-- Exercise --
Copy out all of the data below exactly, so that no word differs from the original.

-- Supplied records --
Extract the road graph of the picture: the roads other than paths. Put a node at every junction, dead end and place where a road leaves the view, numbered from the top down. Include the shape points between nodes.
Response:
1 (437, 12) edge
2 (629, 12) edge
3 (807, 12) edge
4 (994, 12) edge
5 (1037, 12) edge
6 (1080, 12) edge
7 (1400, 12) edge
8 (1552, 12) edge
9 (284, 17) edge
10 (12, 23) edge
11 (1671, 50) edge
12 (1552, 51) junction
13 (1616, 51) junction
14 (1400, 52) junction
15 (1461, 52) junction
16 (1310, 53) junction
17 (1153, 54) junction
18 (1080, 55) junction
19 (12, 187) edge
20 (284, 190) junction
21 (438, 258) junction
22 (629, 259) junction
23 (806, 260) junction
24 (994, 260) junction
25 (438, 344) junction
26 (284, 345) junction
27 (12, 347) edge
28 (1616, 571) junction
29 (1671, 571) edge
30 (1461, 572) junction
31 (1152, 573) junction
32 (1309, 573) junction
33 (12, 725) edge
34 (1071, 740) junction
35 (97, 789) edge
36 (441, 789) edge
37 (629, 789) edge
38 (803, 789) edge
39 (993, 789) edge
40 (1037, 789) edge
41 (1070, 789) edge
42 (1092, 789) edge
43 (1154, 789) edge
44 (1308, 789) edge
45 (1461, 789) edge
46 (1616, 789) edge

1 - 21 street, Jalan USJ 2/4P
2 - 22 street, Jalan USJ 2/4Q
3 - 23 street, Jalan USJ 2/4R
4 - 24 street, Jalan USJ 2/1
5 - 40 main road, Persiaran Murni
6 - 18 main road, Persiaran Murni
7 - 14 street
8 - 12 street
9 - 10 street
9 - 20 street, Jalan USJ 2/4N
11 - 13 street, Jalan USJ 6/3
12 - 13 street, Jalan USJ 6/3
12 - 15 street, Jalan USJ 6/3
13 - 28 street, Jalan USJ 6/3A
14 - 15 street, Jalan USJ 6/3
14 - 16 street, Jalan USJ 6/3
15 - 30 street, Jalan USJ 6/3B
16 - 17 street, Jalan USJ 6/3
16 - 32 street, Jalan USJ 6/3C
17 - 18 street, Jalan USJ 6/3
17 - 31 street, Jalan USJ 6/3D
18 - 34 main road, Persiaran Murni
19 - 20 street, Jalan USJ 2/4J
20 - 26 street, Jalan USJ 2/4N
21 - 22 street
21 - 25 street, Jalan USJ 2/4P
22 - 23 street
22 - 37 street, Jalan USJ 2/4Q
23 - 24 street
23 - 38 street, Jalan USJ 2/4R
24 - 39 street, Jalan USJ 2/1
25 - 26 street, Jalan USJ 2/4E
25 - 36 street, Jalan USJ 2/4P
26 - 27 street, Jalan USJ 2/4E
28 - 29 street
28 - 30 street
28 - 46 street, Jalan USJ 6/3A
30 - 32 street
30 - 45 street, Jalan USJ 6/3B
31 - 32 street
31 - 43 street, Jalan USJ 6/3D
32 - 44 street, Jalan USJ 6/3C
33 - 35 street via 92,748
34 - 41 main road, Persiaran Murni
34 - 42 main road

-- Answer to the problem --
Extract the road graph of the picture: the roads other than paths. Put a node at every junction, dead end and place where a road leaves the view, numbered from the top down. Include the shape points between nodes.
Response:
1 (437, 12) edge
2 (629, 12) edge
3 (807, 12) edge
4 (994, 12) edge
5 (1037, 12) edge
6 (1080, 12) edge
7 (1400, 12) edge
8 (1552, 12) edge
9 (284, 17) edge
10 (12, 23) edge
11 (1671, 50) edge
12 (1552, 51) junction
13 (1616, 51) junction
14 (1400, 52) junction
15 (1461, 52) junction
16 (1310, 53) junction
17 (1153, 54) junction
18 (1080, 55) junction
19 (12, 187) edge
20 (284, 190) junction
21 (438, 258) junction
22 (629, 259) junction
23 (806, 260) junction
24 (994, 260) junction
25 (438, 344) junction
26 (284, 345) junction
27 (12, 347) edge
28 (1616, 571) junction
29 (1671, 571) edge
30 (1461, 572) junction
31 (1152, 573) junction
32 (1309, 573) junction
33 (12, 725) edge
34 (1071, 740) junction
35 (97, 789) edge
36 (441, 789) edge
37 (629, 789) edge
38 (803, 789) edge
39 (993, 789) edge
40 (1037, 789) edge
41 (1070, 789) edge
42 (1092, 789) edge
43 (1154, 789) edge
44 (1308, 789) edge
45 (1461, 789) edge
46 (1616, 789) edge

1 - 21 street, Jalan USJ 2/4P
2 - 22 street, Jalan USJ 2/4Q
3 - 23 street, Jalan USJ 2/4R
4 - 24 street, Jalan USJ 2/1
5 - 40 main road, Persiaran Murni
6 - 18 main road, Persiaran Murni
7 - 14 street
8 - 12 street
9 - 10 street
9 - 20 street, Jalan USJ 2/4N
11 - 13 street, Jalan USJ 6/3
12 - 13 street, Jalan USJ 6/3
12 - 15 street, Jalan USJ 6/3
13 - 28 street, Jalan USJ 6/3A
14 - 15 street, Jalan USJ 6/3
14 - 16 street, Jalan USJ 6/3
15 - 30 street, Jalan USJ 6/3B
16 - 17 street, Jalan USJ 6/3
16 - 32 street, Jalan USJ 6/3C
17 - 18 street, Jalan USJ 6/3
17 - 31 street, Jalan USJ 6/3D
18 - 34 main road, Persiaran Murni
19 - 20 street, Jalan USJ 2/4J
20 - 26 street, Jalan USJ 2/4N
21 - 22 street
21 - 25 street, Jalan USJ 2/4P
22 - 23 street
22 - 37 street, Jalan USJ 2/4Q
23 - 24 street
23 - 38 street, Jalan USJ 2/4R
24 - 39 street, Jalan USJ 2/1
25 - 26 street, Jalan USJ 2/4E
25 - 36 street, Jalan USJ 2/4P
26 - 27 street, Jalan USJ 2/4E
28 - 29 street
28 - 30 street
28 - 46 street, Jalan USJ 6/3A
30 - 32 street
30 - 45 street, Jalan USJ 6/3B
31 - 32 street
31 - 43 street, Jalan USJ 6/3D
32 - 44 street, Jalan USJ 6/3C
33 - 35 street via 92,748
34 - 41 main road, Persiaran Murni
34 - 42 main road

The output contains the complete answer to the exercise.